Your healthcare team is likely the reason your organization will receive donations in the first place, so it’s a good idea to get them involved in the grateful patient program process! It’s important to provide training and support to care team members who may not be familiar with fundraising best practices. Such support can be provided by hosting a training session or providing a toolkit with fundraising tips and resources for identifying grateful patients.

Including stories of how philanthropy has positively impacted patients, physicians, nurses, programs, and scientific breakthroughs is crucial to emphasize the value of philanthropic support at all levels. Sharing meaningful patient stories specific to physicians, care teams, or locations, then sending those communications to patients in that service area, can be a powerful tool to demonstrate the impact of philanthropy and the value it holds for patients and organizations. This is another element of personalization that can influence donors – people are more likely to give when they see people or places they’re familiar with.

7. Make it easy.

In an ideal world, patients would ask how they can give back to your organization without being prompted, but that’s often not the case. Many patients may not even realize that grateful patient programs exist. If that information isn’t common knowledge or readily available, it’s a huge missed opportunity.

Creating easy-to-grab materials like pamphlets and brochures and placing them throughout heavily trafficked areas like lobbies and reception/check-out desks or in welcome/post-care packets can help. Make sure your care team is aware of these materials (and has some on hand) so they can distribute them to patients if/when appropriate.

Further, you can create a website landing page specific to your grateful patient program, where donors can submit notes of gratitude to specific team members or departments. Here, you can add virtual giving tools like recurring giving options, automatic donation receipts, a matching gift search tool, and more to make the process effective and efficient. When creating donation forms, ensure they’re concise, easy to understand, and mobile-friendly, as 1 in 4 donors give via their cell phones.

It’s essential to make it easy for those who cannot donate monetary funds to contribute to the cause as well. Even if patients cannot give money, they may have a remarkable story to share that can be used in philanthropic communications to promote a conversation or inspire others to donate.
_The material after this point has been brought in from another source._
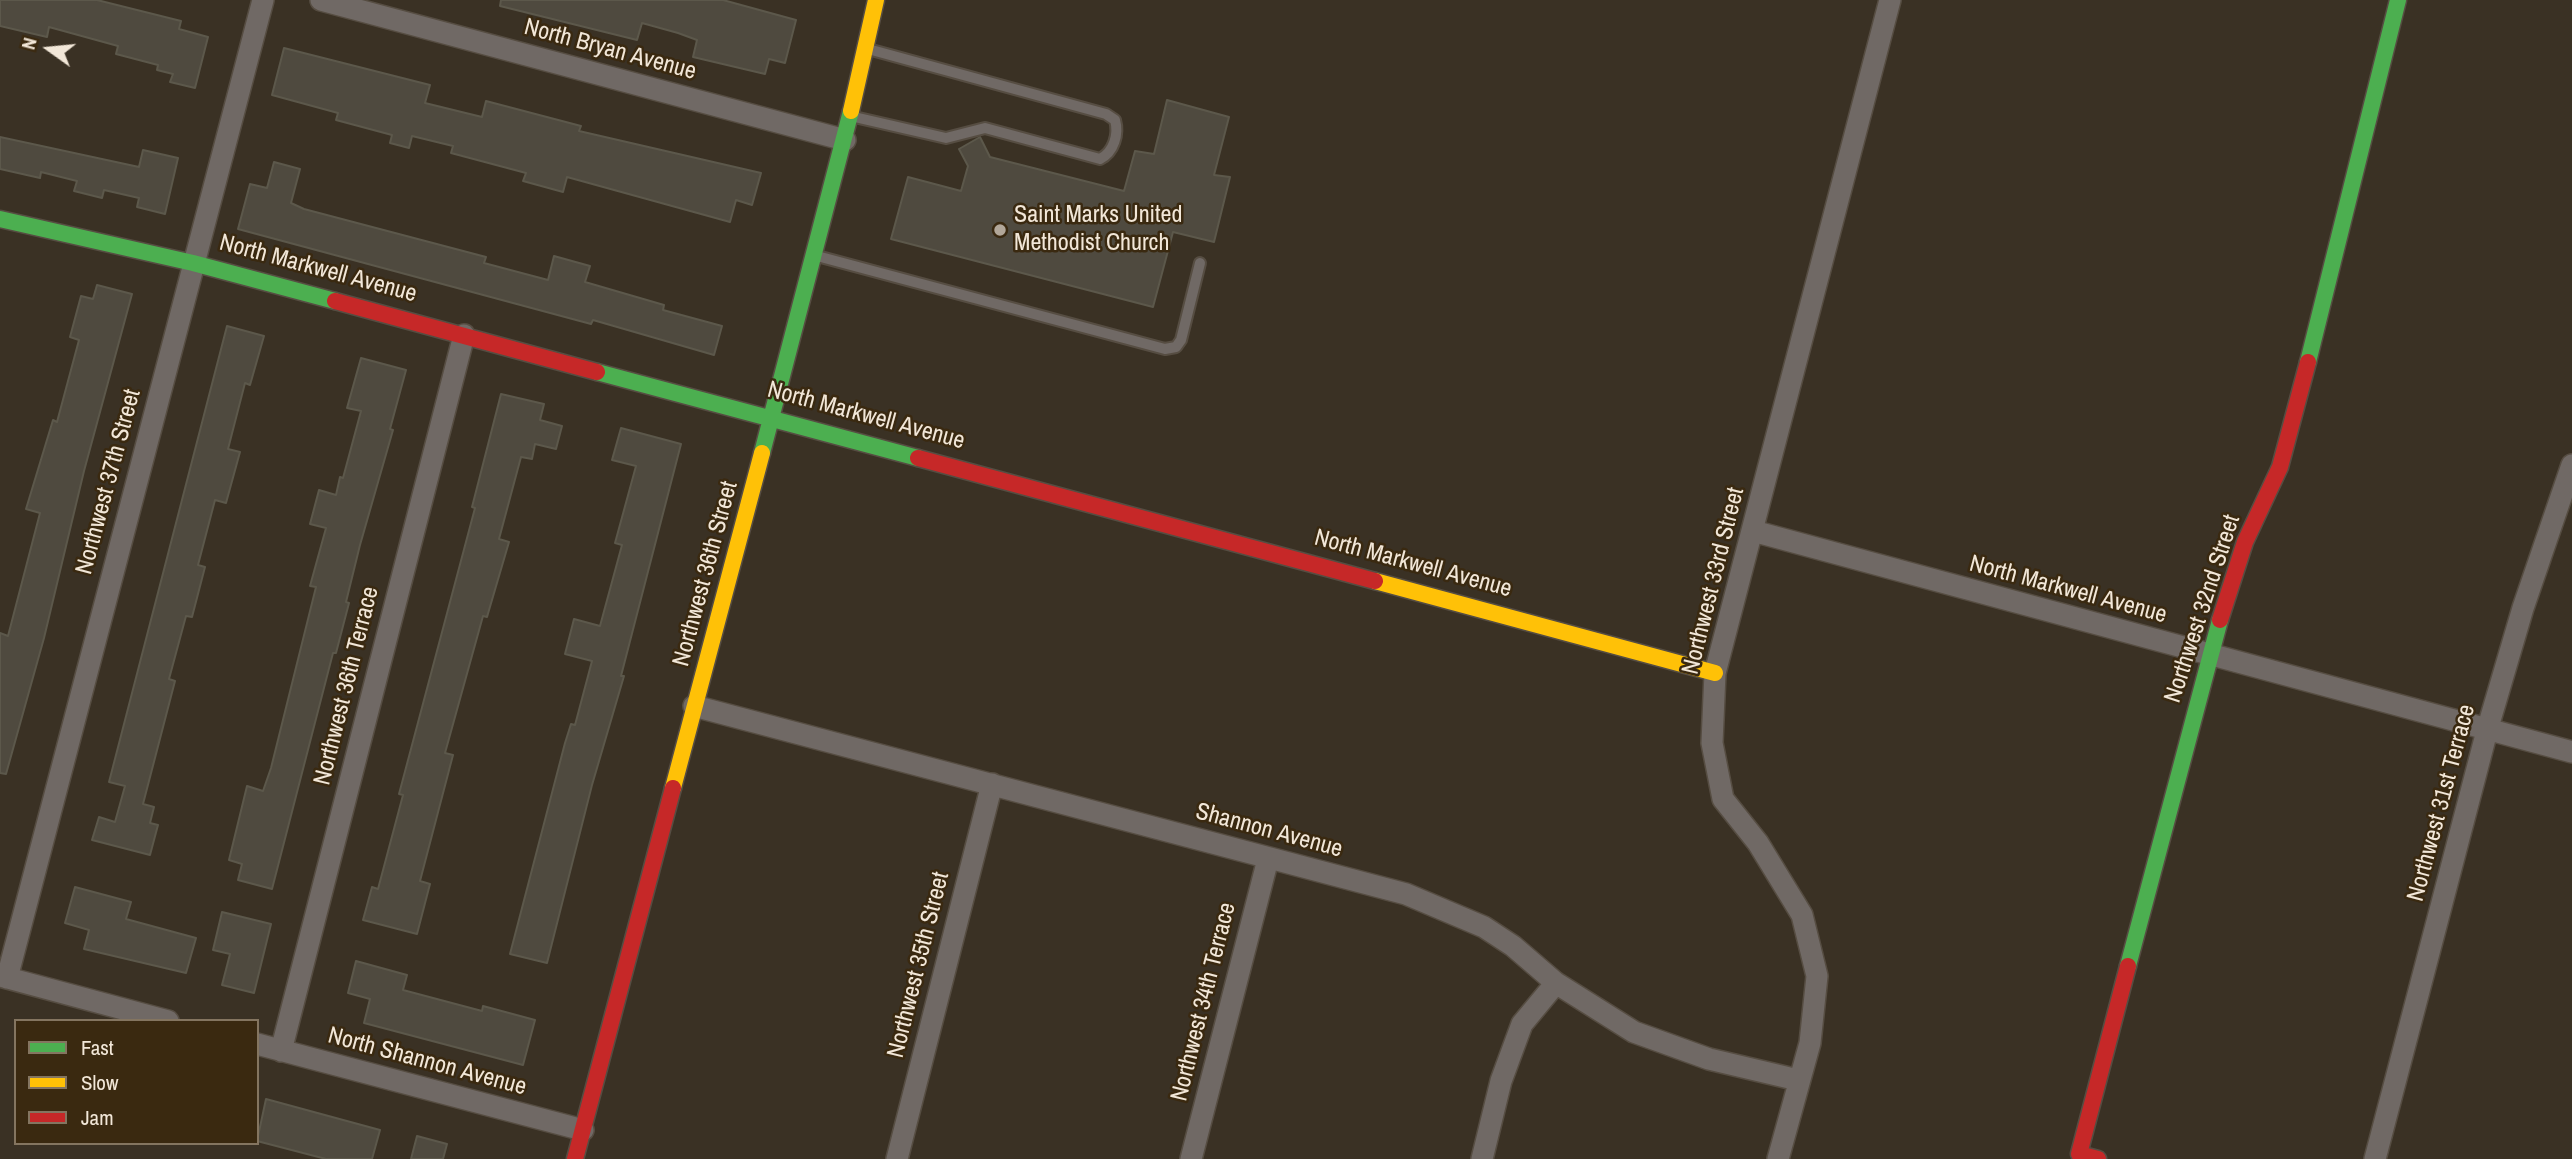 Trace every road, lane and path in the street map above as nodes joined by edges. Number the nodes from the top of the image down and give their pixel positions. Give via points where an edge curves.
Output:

Post-care surveys and landing pages can help collect this information. Include a link, phone number, and/or email address where people can share their stories on flyers and easy-to-grab materials like those mentioned above.

8. Track your progress.

It’s critical for continued success to measure and report your program’s effectiveness and outcomes regularly, analyze potential improvements, and continuously update it. Keep track of metrics such as ROI, number of donors, response and retention rate, and average gift size. Monitoring these metrics and making adjustments along the way can improve your program and help better serve your patients and organization.

9. Remember: People, not payments.

Lastly (and most importantly), never lose sight of the fact that your prospective donors are patients and people first and donors second. While the goal is to raise money, it’s important to remember that thriving grateful patient programs rely on positive patient relationships to succeed. Providing the best possible care to your patients is not only the right thing to do but also helps your hospital secure future funding (and loyal patients)!